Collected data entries
____________

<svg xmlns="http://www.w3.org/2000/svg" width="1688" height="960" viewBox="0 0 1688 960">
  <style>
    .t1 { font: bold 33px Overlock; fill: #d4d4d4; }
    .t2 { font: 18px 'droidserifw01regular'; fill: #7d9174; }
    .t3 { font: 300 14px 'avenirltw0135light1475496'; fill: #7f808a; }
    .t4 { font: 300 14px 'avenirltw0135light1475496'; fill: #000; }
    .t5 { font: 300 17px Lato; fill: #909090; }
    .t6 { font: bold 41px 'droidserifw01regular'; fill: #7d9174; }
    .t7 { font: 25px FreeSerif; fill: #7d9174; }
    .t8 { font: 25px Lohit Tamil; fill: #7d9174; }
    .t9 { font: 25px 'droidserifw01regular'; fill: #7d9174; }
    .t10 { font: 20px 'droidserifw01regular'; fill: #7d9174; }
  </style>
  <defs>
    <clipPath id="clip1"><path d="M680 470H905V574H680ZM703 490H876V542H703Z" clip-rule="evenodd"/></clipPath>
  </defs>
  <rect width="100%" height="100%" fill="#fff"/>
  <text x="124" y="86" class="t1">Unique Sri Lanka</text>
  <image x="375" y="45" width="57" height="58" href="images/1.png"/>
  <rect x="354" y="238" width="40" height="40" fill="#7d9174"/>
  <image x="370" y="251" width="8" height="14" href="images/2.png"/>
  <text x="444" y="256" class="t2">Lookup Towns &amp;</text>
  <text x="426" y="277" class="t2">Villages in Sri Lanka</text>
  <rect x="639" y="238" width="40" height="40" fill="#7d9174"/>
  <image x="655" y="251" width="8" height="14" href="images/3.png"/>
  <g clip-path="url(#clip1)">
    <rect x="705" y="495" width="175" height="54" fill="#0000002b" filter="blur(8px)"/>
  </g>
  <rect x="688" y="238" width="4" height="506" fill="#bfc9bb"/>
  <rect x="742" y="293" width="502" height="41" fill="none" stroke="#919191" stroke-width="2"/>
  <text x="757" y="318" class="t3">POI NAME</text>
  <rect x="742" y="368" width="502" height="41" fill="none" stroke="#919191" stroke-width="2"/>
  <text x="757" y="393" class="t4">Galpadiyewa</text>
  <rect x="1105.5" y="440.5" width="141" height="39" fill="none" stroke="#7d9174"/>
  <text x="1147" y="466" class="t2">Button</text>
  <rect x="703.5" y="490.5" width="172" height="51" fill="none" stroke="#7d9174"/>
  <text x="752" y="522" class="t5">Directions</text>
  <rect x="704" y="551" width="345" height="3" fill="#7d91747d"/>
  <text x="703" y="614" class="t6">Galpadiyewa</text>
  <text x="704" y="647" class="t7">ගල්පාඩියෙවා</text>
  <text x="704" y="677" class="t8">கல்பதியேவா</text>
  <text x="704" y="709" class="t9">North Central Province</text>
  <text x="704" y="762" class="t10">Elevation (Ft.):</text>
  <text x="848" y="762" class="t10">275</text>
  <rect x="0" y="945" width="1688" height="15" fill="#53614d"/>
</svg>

____________

→ **Instructions for the task**
Which lines in the records above contain the word "Galpadiyewa"? Copy each one.

→ **Reply**
  <text x="757" y="393" class="t4">Galpadiyewa</text>
  <text x="703" y="614" class="t6">Galpadiyewa</text>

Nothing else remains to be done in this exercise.